*** Block opens ***

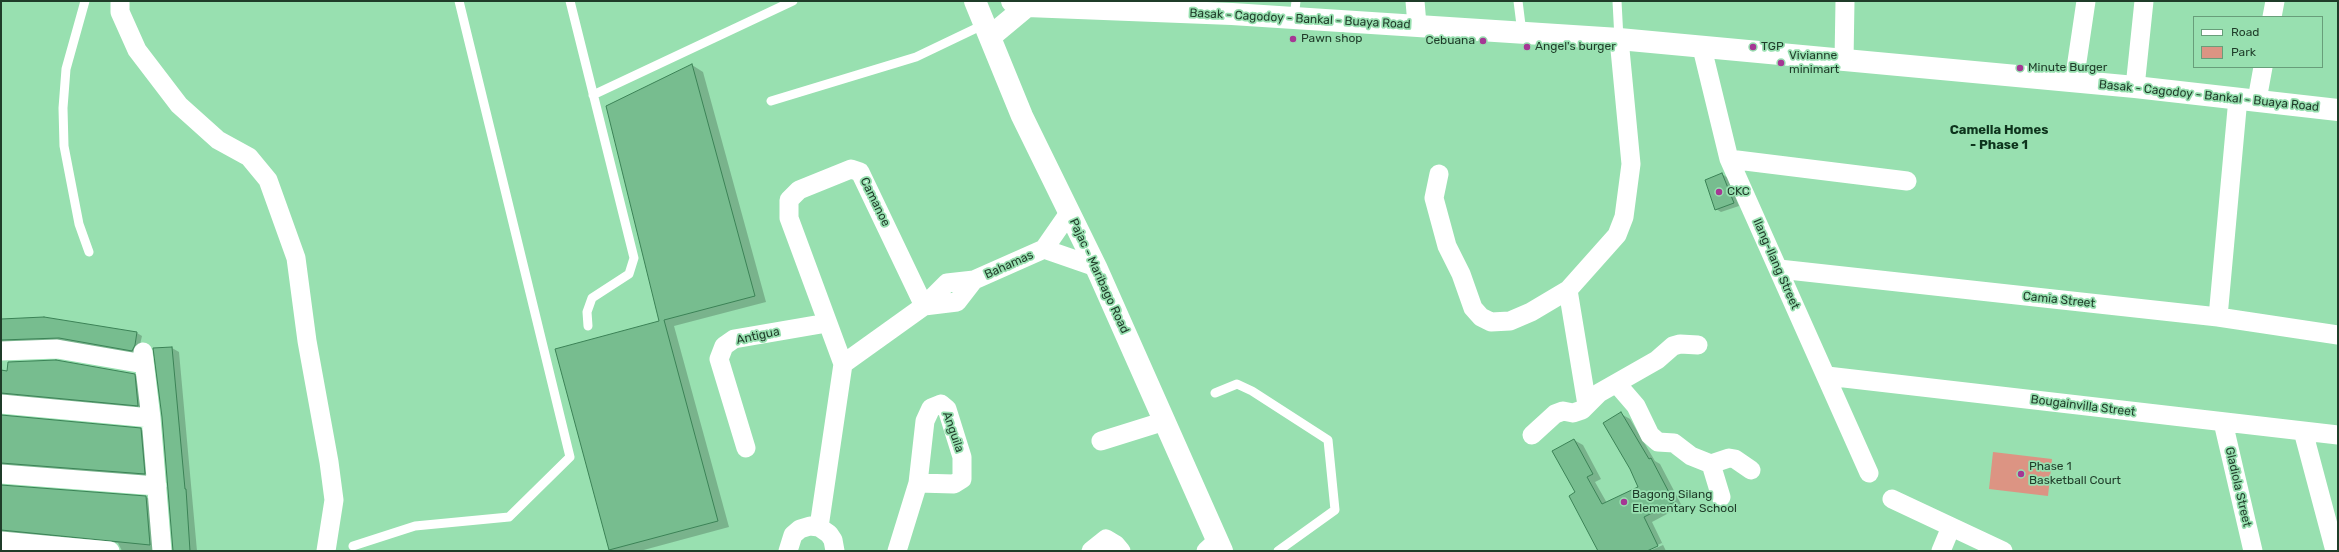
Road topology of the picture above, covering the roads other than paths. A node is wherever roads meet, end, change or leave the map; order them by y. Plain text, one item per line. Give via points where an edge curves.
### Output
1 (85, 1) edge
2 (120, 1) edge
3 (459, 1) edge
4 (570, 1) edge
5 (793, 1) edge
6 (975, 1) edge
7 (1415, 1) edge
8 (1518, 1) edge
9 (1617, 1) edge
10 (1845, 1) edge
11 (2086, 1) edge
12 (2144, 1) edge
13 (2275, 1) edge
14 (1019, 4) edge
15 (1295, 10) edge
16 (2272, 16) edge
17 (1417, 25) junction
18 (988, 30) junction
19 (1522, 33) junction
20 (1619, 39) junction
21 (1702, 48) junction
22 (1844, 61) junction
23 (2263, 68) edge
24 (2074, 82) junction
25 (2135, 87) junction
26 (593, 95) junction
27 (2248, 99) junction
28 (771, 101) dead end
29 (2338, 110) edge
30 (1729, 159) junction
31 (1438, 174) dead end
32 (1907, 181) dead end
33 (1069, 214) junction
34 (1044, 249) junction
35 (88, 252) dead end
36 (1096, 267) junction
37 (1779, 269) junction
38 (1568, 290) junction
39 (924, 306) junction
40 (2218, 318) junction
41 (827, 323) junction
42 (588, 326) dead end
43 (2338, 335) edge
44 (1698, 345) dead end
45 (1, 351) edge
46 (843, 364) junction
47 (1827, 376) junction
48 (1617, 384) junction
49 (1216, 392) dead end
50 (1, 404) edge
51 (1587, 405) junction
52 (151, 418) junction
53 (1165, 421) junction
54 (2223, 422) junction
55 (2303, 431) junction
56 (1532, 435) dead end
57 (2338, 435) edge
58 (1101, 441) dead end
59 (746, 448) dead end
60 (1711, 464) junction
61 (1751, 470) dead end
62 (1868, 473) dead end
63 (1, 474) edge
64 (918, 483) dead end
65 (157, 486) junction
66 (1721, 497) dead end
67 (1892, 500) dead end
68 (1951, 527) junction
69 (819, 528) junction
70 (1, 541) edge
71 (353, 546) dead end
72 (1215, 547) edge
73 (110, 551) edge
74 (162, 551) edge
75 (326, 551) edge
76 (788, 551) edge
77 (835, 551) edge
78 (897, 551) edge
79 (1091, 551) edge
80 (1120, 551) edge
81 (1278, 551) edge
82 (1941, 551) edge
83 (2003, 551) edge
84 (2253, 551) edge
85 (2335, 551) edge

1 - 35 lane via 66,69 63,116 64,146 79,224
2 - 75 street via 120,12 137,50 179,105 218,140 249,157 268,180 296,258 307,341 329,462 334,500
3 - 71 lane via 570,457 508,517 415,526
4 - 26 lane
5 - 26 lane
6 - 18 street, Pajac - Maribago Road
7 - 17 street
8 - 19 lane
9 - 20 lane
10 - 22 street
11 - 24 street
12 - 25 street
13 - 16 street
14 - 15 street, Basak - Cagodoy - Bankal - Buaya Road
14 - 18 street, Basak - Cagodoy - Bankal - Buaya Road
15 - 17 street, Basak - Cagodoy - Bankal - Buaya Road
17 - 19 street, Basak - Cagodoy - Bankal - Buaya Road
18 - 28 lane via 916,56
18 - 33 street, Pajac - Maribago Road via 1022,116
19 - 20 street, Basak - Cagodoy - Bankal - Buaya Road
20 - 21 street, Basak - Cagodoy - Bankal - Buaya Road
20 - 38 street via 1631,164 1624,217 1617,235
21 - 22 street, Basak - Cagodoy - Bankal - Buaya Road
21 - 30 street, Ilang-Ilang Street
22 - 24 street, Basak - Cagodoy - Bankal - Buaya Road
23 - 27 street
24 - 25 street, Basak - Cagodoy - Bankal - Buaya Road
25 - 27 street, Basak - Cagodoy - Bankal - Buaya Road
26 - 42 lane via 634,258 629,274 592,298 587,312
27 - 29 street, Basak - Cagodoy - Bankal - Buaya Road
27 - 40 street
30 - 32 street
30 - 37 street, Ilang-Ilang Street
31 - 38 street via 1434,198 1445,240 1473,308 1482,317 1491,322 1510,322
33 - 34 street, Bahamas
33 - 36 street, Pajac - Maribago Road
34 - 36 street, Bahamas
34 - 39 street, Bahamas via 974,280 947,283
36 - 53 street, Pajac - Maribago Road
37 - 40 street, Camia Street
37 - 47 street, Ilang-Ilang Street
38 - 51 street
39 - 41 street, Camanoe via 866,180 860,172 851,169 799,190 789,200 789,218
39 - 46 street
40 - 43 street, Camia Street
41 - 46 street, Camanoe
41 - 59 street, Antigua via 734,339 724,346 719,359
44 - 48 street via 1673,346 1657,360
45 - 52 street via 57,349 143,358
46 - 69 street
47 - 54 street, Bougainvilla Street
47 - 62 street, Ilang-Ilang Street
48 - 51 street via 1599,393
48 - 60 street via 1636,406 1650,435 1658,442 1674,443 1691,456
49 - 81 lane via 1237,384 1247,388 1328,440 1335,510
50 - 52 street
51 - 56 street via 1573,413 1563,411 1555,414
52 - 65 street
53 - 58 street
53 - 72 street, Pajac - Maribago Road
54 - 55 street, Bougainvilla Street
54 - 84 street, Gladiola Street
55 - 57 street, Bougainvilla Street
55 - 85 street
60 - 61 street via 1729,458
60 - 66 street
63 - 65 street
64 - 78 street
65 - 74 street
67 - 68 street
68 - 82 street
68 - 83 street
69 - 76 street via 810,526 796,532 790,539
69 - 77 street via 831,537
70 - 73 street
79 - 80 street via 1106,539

*** Block closes ***

• **TASK ITEM**: For the string "Pajac", work out how many lines of the data contain it; answer with the number alone.

• **ANSWER BOX**: 5